◆ **Your task**
Exactly and without additions, transcribe the line that contains "middle pip: (805, 229)" and every line after it in the data.

[Raw data Boundary: Start]

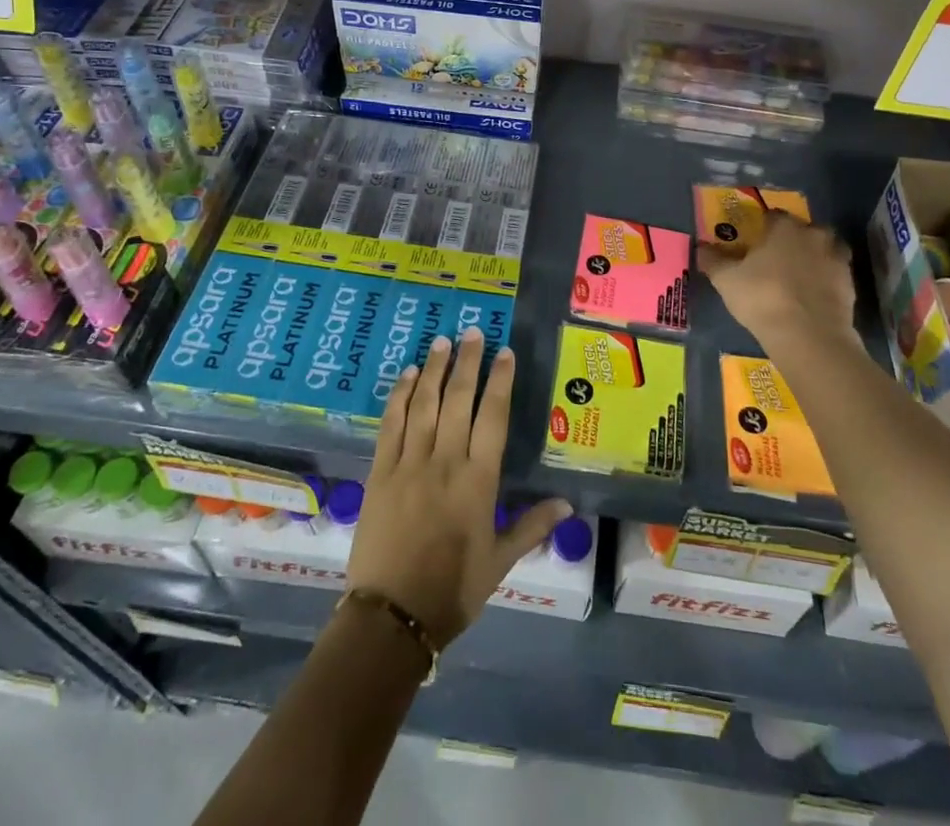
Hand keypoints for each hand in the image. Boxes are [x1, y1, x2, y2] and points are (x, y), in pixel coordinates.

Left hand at [348, 329, 570, 648]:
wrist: (391, 617)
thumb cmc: (452, 590)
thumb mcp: (499, 561)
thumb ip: (532, 526)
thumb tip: (569, 505)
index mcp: (478, 481)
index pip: (494, 417)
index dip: (500, 382)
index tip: (504, 353)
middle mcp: (445, 462)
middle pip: (459, 400)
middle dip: (468, 362)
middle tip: (473, 331)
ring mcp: (409, 463)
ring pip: (425, 404)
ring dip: (435, 369)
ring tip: (442, 341)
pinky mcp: (380, 471)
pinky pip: (392, 424)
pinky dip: (400, 395)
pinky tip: (408, 375)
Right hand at [697, 212, 859, 355]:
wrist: (808, 335)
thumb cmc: (762, 297)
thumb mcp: (727, 280)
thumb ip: (714, 261)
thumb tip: (701, 248)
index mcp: (784, 228)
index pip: (773, 216)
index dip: (763, 227)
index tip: (755, 241)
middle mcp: (814, 236)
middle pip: (805, 229)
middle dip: (794, 239)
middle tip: (778, 258)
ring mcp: (837, 259)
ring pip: (826, 249)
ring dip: (816, 256)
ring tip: (800, 275)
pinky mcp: (850, 284)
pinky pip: (836, 275)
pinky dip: (826, 280)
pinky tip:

[Raw data Boundary: End]

◆ **Expected output**
middle pip: (805, 229)
middle dip: (794, 239)
middle tip: (778, 258)
ring mcp: (837, 259)
ring pip: (826, 249)
ring dip: (816, 256)
ring tip: (800, 275)
pinky mcp: (850, 284)
pinky pip: (836, 275)
pinky dip: (826, 280)
pinky tip:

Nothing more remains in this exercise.